Exercise brief: Pull each line containing "nodes" from the data.

The data:
********************
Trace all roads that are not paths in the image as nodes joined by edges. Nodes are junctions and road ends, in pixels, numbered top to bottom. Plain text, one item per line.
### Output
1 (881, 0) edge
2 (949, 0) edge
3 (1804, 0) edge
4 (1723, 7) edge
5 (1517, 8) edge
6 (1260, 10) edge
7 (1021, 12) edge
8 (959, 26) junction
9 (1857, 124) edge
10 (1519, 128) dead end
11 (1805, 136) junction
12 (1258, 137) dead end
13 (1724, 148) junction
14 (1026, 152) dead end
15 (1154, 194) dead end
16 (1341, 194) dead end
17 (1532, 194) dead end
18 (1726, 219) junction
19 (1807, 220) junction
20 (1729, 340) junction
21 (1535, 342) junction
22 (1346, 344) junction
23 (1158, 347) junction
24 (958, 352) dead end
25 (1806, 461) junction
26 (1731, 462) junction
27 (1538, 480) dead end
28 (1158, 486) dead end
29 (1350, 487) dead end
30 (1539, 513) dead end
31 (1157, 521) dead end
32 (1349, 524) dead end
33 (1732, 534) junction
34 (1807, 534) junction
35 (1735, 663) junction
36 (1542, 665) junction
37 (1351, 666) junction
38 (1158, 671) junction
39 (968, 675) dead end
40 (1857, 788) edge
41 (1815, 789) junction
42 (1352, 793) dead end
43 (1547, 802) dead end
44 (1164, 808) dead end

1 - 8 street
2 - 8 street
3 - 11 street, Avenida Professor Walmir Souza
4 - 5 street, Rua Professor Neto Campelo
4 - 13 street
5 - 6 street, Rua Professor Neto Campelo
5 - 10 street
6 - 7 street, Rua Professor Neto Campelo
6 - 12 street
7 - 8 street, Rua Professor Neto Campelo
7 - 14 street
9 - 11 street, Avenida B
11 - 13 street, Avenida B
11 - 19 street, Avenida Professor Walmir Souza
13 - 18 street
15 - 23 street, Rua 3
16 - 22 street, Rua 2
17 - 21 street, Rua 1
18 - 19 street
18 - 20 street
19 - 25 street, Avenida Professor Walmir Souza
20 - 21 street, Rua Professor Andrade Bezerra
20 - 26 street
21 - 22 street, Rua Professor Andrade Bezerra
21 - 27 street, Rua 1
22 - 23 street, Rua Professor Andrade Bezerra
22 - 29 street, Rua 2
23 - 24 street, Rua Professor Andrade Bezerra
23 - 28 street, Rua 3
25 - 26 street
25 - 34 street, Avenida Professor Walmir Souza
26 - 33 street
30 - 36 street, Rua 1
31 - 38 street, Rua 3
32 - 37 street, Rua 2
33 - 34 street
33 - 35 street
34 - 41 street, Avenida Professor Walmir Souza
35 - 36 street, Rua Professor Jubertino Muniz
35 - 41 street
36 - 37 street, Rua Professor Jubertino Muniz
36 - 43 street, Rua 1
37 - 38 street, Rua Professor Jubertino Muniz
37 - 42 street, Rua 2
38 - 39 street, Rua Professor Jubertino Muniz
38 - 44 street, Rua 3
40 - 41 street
********************
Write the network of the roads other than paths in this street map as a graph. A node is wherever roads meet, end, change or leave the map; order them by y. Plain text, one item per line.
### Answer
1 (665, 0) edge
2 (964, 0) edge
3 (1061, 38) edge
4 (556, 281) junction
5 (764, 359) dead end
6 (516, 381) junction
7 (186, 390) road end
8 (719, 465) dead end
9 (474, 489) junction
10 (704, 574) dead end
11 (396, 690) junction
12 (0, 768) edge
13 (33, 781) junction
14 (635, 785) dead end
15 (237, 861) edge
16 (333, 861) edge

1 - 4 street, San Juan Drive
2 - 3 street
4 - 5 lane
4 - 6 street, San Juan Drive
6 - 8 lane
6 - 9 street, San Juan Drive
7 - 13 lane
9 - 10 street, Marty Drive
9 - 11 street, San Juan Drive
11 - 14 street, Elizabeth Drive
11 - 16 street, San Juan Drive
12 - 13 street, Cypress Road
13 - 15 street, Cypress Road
********************
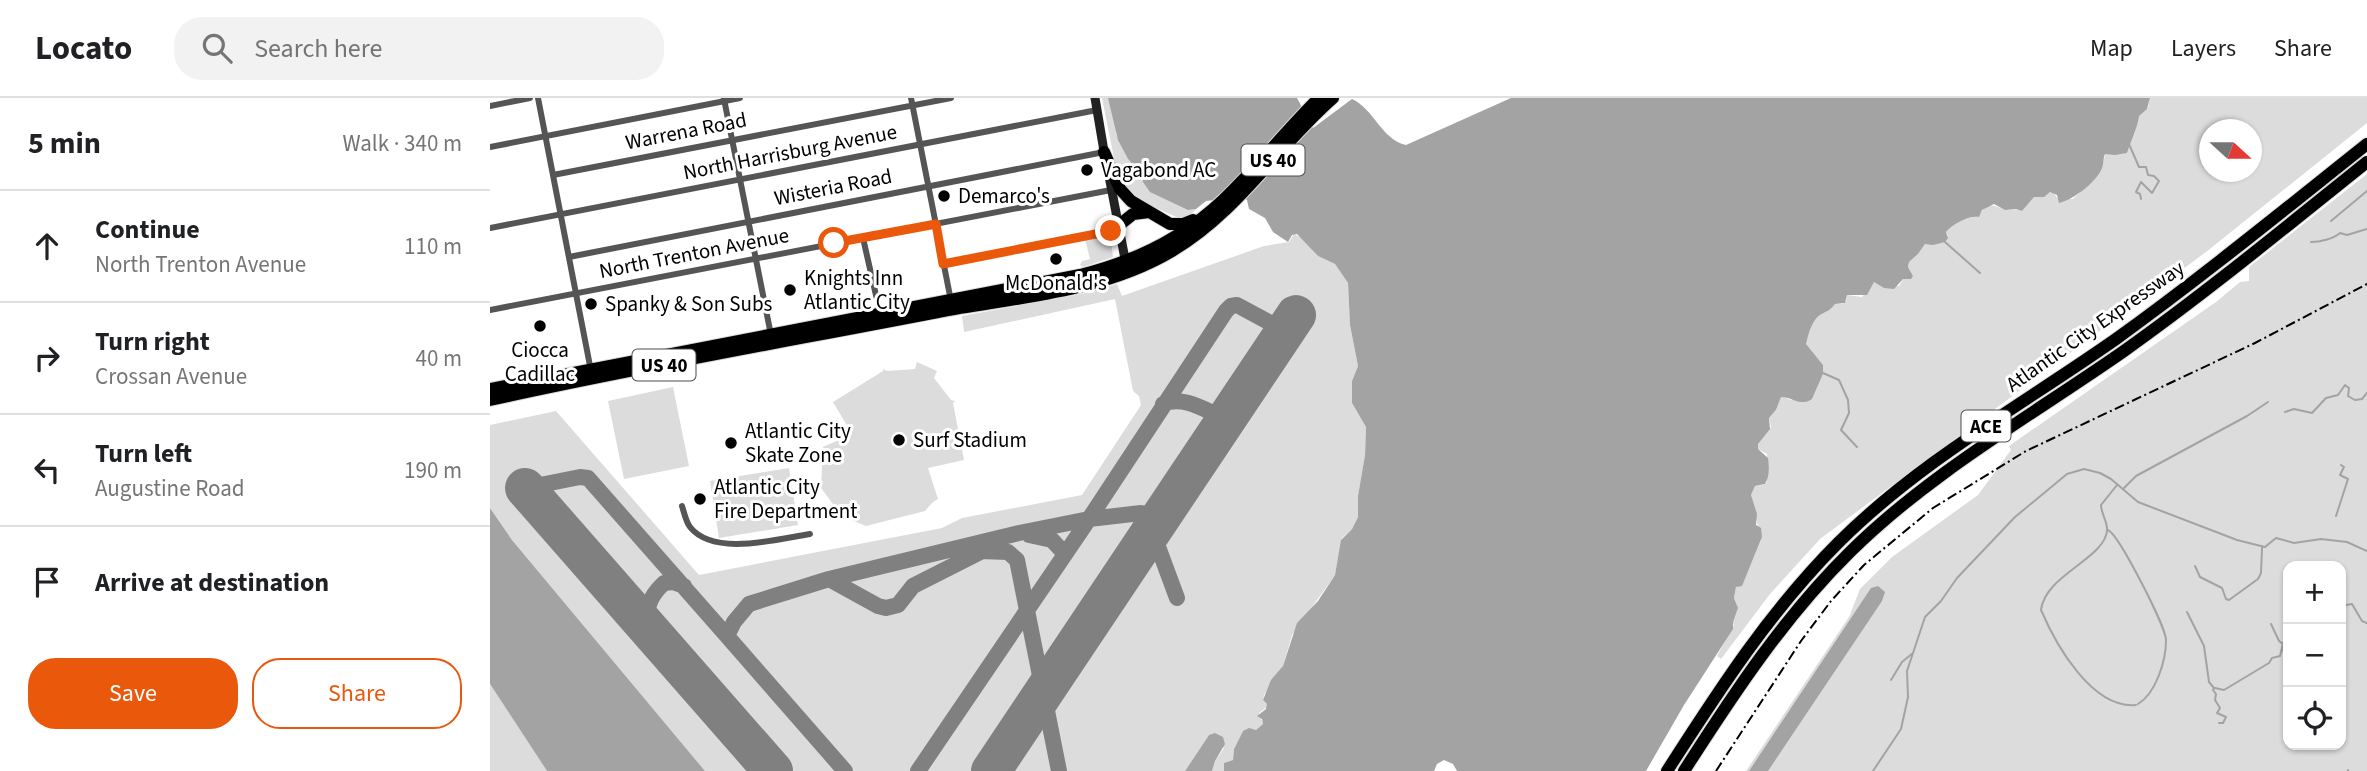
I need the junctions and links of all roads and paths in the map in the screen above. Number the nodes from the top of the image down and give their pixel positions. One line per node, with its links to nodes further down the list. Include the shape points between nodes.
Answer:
********************
Your solution:
Trace all roads that are not paths in the image as nodes joined by edges. Nodes are junctions and road ends, in pixels, numbered top to bottom. Plain text, one item per line.
I need the junctions and links of all roads and paths in the map in the screen above. Number the nodes from the top of the image down and give their pixel positions. One line per node, with its links to nodes further down the list. Include the shape points between nodes.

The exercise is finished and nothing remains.